Shuar Twins Trek Three Days from the Jungle to Reach Cuenca Hospitals

A Three-Day Walk for Medical Care
Two-month-old twins Kasent and Karatshui are currently in separate Cuenca hospitals, fighting severe pneumonia and acute respiratory distress. Their journey to get here is a stark reminder of how different life looks in Ecuador's remote eastern provinces compared to the relative comfort of Cuenca.
The twins are from the Saapapentsa community, a Shuar settlement in Taisha, Morona Santiago -- deep in Ecuador's Amazon region. When they fell ill roughly two weeks before reaching Cuenca, their family faced an impossible calculation: how to get two critically sick infants to a hospital when the nearest facility capable of treating them is days away on foot.
The Journey
The family -- father Celestino Chapui and mother Elizabet Maser -- first trekked on foot for three days to reach the Hospital Basico San Jose de Taisha, the closest medical facility to their community. From there, the twins needed to be evacuated to Cuenca for the specialized care that only the city's larger hospitals can provide.

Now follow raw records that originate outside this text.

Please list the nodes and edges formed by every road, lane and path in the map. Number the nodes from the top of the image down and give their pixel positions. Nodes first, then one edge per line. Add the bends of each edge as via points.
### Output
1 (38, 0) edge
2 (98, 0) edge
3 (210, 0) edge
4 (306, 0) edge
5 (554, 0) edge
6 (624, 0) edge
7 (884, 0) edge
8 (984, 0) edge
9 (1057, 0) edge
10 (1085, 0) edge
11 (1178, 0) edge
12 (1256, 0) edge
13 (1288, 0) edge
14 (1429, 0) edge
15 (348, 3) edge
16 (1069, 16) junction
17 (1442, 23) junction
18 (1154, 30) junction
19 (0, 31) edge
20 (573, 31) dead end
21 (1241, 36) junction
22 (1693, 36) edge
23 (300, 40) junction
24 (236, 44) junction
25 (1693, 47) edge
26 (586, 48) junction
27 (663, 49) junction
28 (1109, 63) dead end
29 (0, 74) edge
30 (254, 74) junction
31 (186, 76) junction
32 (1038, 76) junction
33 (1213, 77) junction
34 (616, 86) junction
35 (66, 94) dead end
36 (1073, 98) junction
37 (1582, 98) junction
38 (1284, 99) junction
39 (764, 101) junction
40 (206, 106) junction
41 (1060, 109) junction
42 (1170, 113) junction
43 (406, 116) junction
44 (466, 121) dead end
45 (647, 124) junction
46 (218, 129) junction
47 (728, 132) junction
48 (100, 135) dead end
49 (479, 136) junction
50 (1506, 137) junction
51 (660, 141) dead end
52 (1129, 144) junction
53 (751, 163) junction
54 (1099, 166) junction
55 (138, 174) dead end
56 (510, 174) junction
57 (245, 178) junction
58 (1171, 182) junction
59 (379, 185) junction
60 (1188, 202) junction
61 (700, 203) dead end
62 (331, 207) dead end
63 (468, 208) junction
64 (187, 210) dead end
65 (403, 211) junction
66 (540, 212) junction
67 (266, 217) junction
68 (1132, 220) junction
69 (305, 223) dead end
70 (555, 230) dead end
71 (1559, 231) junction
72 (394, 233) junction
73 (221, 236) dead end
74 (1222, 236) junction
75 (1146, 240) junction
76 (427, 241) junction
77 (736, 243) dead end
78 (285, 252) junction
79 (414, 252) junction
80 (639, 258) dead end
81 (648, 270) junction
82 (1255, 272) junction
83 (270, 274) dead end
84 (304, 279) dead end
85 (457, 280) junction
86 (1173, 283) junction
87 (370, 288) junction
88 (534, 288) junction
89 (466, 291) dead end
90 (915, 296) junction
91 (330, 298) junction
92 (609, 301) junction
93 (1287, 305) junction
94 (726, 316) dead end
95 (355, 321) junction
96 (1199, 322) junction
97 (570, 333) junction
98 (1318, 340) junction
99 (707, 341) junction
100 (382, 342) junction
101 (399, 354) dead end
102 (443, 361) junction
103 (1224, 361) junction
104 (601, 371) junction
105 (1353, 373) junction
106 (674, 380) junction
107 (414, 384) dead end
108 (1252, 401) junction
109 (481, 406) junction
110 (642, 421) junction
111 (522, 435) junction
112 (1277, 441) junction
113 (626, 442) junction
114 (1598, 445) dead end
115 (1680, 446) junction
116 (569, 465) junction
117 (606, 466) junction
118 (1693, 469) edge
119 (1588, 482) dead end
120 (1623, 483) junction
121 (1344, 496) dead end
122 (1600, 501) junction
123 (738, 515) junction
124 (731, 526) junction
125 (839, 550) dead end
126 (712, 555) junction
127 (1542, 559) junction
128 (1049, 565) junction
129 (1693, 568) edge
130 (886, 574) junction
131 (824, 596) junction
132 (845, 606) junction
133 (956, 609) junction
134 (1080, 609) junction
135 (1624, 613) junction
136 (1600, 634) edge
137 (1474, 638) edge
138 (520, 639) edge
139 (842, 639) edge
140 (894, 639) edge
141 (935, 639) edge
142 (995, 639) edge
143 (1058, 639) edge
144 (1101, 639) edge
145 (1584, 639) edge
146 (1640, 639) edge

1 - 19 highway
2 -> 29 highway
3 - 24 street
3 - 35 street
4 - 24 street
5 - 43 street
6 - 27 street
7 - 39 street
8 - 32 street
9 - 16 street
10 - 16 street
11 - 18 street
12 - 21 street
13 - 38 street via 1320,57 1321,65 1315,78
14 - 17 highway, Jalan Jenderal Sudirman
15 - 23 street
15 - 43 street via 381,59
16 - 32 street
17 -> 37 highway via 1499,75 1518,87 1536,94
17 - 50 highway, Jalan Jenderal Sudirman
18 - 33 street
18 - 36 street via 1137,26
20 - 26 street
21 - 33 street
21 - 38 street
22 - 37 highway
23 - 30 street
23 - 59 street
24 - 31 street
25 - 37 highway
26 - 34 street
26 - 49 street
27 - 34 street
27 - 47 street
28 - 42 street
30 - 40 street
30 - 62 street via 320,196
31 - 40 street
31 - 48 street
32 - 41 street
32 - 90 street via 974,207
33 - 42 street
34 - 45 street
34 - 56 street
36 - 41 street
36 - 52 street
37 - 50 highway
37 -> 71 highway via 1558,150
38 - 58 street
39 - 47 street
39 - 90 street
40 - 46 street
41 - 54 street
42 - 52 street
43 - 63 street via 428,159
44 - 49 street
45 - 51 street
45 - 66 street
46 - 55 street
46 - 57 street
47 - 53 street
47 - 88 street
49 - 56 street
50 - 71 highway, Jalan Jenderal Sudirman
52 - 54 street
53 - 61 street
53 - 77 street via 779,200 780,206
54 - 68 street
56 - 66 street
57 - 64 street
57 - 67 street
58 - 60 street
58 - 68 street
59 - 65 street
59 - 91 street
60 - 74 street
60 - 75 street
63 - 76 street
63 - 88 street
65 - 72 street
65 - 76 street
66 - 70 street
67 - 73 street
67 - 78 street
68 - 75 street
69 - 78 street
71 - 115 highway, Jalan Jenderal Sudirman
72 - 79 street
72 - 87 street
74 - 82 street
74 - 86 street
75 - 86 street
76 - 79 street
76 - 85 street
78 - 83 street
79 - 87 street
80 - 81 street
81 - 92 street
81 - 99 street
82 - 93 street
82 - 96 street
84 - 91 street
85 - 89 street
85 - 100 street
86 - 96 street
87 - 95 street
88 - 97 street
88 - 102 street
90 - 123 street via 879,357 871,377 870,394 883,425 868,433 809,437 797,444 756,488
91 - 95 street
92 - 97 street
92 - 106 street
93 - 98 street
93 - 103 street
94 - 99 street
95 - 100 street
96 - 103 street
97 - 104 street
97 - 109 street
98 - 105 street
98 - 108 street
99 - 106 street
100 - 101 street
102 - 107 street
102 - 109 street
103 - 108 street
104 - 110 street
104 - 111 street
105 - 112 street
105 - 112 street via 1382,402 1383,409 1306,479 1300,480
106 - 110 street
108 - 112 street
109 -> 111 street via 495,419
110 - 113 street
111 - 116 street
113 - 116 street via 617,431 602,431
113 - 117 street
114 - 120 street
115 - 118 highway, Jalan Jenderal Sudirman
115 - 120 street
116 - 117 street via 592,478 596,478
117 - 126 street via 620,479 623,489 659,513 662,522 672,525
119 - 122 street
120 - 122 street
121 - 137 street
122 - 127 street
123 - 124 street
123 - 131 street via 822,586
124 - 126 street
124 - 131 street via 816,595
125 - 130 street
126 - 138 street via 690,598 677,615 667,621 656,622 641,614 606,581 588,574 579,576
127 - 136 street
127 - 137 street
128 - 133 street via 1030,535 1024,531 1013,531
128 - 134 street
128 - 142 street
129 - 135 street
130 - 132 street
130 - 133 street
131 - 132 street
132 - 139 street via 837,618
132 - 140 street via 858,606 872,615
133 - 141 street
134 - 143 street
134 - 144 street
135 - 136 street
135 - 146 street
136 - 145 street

Air evacuation from Taisha costs approximately $120 per person -- a sum that was completely beyond the family's resources. For context, many families in these remote Shuar communities live largely outside the cash economy. $120 might as well be $12,000.
Where They Are Now
The twins have been separated between Cuenca's two major hospitals:
- Kasent (male) is at Hospital Vicente Corral Moscoso, accompanied by his father Celestino, who has been sleeping in the waiting room because he has nowhere else to stay and no resources for food or lodging
- Karatshui (female) is at Hospital Jose Carrasco Arteaga (IESS hospital), accompanied by her mother Elizabet
Doctors expect both twins will need at least one month of hospitalization. The family is essentially stranded in Cuenca for the duration -- far from their community, without resources, in an unfamiliar city where they may not speak much Spanish (Shuar is the primary language in many of these communities).
Part of a Bigger Problem
Kasent and Karatshui's situation is not an isolated case. Their illness is part of a broader respiratory outbreak affecting indigenous children in the remote communities of Morona Santiago. The combination of limited local healthcare infrastructure, geographic isolation, and the cost of emergency transport means that families in these areas face agonizing choices when children fall seriously ill.
Indigenous rights activists are using cases like this to demand permanent medical brigades in remote Shuar and Achuar territories. The argument is straightforward: no family should have to walk for three days with sick infants to reach basic medical care. The government has the resources to maintain rotating medical teams in these areas -- the question is political will.
What This Means for Expats
This story might feel distant from your daily life in Cuenca, but it's worth understanding for several reasons:
- It's a window into the Ecuador that exists beyond Cuenca's comfortable streets. Morona Santiago is the province directly east of Azuay. The communities there are geographically close but worlds apart in terms of access to services
- Hospital Vicente Corral Moscoso and Hospital Jose Carrasco Arteaga are the same hospitals you'd go to in an emergency. These are Cuenca's major medical facilities, and they serve a catchment area that extends deep into the Amazon. The resources they dedicate to cases like this affect overall capacity
- If you want to help, the most direct impact comes from supporting organizations that work on healthcare access in remote indigenous communities in Morona Santiago. The hospitals themselves can also direct donations -- food, supplies, or financial support for families like Celestino and Elizabet who are stranded far from home
- This is the healthcare reality for a significant portion of Ecuador's population. When we talk about Ecuador's healthcare system, it's important to understand that the experience in Cuenca is not representative of what exists in much of the country
Celestino sleeps in a hospital waiting room tonight so his son can breathe. That's the distance between two parts of the same country.